Project work: --------------------- - Involved as a product security architect for an e-paper tablet device targeting enterprise and retail customers. - Successful enablement of secure video pipeline (DRM) solution on NXP iMX8MQ SoC. - Enabled U-Boot support for various Qualcomm SoCs (QCS404, APQ8016, SDM845c etc) - Enabled Secure boot solution on Qualcomm QCS404 SoC - Enabled EFI measured boot and dual bank Over the Air (OTA) firmware update solution for TI AM64x SoC. - Added PCIe driver support in U-Boot for iMX8MP SoC. Involvement in interesting research work regarding Fully Homomorphic Encryption (FHE) accelerators to cater to future security use-cases like Confidential AI, secure electronic voting, protecting user's data privacy etc. The major idea beneath FHE crypto algorithms is that it allows operations on encrypted user data so that the user doesn't need to share data with cloud service providers in plain format.
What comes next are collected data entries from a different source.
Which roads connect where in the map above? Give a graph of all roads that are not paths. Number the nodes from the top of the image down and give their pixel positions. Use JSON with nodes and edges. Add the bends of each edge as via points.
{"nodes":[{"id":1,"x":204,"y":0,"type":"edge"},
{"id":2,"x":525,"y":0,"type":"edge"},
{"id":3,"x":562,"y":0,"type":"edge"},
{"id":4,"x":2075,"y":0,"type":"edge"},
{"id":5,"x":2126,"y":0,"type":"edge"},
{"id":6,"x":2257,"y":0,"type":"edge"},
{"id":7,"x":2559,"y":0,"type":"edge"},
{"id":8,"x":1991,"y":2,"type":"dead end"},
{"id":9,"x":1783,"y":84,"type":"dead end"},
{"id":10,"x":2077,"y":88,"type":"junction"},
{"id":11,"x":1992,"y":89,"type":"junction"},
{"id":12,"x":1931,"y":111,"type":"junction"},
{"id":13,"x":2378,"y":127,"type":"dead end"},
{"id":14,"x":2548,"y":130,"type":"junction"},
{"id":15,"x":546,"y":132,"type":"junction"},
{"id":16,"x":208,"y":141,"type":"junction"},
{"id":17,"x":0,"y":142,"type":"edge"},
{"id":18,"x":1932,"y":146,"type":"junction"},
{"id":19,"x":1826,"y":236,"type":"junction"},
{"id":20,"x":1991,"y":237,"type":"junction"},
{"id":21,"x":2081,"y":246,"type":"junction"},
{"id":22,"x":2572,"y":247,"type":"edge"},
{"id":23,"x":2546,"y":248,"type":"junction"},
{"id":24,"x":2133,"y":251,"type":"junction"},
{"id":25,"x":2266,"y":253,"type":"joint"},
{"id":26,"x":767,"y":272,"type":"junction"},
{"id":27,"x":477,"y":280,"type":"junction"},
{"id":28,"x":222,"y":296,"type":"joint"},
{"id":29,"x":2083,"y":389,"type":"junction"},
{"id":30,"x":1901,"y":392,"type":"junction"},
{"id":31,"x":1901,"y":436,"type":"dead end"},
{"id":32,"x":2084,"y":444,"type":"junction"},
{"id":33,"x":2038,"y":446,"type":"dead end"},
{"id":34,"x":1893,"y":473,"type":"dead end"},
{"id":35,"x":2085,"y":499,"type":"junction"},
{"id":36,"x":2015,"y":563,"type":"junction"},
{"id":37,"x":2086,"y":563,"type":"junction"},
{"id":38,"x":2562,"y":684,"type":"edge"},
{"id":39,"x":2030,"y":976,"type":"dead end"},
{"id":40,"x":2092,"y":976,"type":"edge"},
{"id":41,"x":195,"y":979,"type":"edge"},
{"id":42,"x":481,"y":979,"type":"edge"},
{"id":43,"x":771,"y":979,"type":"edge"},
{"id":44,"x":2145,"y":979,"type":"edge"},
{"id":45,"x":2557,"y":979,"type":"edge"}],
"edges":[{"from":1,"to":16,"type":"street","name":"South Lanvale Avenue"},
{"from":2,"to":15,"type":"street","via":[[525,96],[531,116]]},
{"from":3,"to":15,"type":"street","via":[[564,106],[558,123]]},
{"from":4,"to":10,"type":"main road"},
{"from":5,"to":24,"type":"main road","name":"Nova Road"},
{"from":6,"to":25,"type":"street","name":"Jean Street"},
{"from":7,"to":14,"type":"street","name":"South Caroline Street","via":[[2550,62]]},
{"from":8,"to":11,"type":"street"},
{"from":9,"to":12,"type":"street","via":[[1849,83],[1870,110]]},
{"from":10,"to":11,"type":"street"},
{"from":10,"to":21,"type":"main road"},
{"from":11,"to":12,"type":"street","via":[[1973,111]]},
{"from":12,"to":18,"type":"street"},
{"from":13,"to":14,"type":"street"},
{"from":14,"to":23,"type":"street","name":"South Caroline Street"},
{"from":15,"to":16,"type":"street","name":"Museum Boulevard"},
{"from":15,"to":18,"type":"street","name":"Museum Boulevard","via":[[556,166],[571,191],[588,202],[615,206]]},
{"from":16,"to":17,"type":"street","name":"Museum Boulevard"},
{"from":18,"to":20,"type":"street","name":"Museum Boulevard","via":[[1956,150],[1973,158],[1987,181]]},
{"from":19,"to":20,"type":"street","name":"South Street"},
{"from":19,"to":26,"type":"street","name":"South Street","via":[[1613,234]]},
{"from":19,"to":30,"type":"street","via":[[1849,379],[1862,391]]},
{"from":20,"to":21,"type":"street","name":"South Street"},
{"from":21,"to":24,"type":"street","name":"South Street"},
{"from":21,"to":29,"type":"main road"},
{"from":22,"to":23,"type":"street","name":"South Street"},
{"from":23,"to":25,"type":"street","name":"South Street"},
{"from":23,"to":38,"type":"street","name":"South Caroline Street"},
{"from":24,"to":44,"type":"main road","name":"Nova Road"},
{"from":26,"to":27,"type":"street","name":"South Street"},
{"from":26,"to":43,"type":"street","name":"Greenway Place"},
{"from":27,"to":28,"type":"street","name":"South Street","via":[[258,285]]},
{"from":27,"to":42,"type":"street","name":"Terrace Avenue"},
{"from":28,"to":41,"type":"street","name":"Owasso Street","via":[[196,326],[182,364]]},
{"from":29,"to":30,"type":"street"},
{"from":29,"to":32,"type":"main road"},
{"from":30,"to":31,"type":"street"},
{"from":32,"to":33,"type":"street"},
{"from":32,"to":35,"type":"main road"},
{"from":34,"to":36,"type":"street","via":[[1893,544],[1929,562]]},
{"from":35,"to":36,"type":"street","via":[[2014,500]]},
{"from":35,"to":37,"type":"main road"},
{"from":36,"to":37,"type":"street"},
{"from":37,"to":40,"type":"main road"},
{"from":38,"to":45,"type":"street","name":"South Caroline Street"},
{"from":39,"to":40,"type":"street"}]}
Platform Security: ---------------------------- - Developed OTA firmware update solution for server systems via BMC. - Introduce TEE based Trusted keys in Linux. - Developed innovative hardware RNG solution based on sensor noise. - Introduced TEE bus framework in Linux kernel. - Introduced I/O firmware encryption feature in TF-A. - Introduced encryption and rollback protection features for Trusted Applications in OP-TEE. Toolchain: --------------- - Enabled support for ARM GCC toolchain support in OpenEmbedded meta-linaro and meta-arm layers. Debugging: ------------------ - Introduced function tracer (ftrace) debugging framework in OP-TEE. - Developed innovative NMI debugging capabilities for arm64 leveraging pseudo NMIs.
Worked on ARM platform security(ARM Trustzone). Specifically on secure boot and run time platform security termed as TEE(Trusted Execution Environment). NXP's ARMv7 and ARMv8 platforms maintainer in OP-TEE github open source project. For details refer to following link: https://github.com/OP-TEE/optee_os/blob/master/MAINTAINERS.md Experience on PCIe based embedded device booting. Developed bare metal Boot ROM source code to run on Cortex M4 (ARMv7-M architecture) based SoC. Experience in enabling Secure Boot on ARMv8 architecture based SoC. Contributions in u-boot (boot-loader) denx open source community. For details refer to following link: https://patchwork.ozlabs.org/project/uboot/list/?series=&submitter=68653&state=*&q=&archive=&delegate= Good understanding of Cryptographic algorithms like RSA, ECC, AES, SHA etc. Experience in development of PKCS (Public Key Cryptography Standards) based Linux use-space library.
Worked as an software developer and functional level tester for Blackbox LTE Layer-1 testing software under productization team at freescale semiconductor pvt. ltd.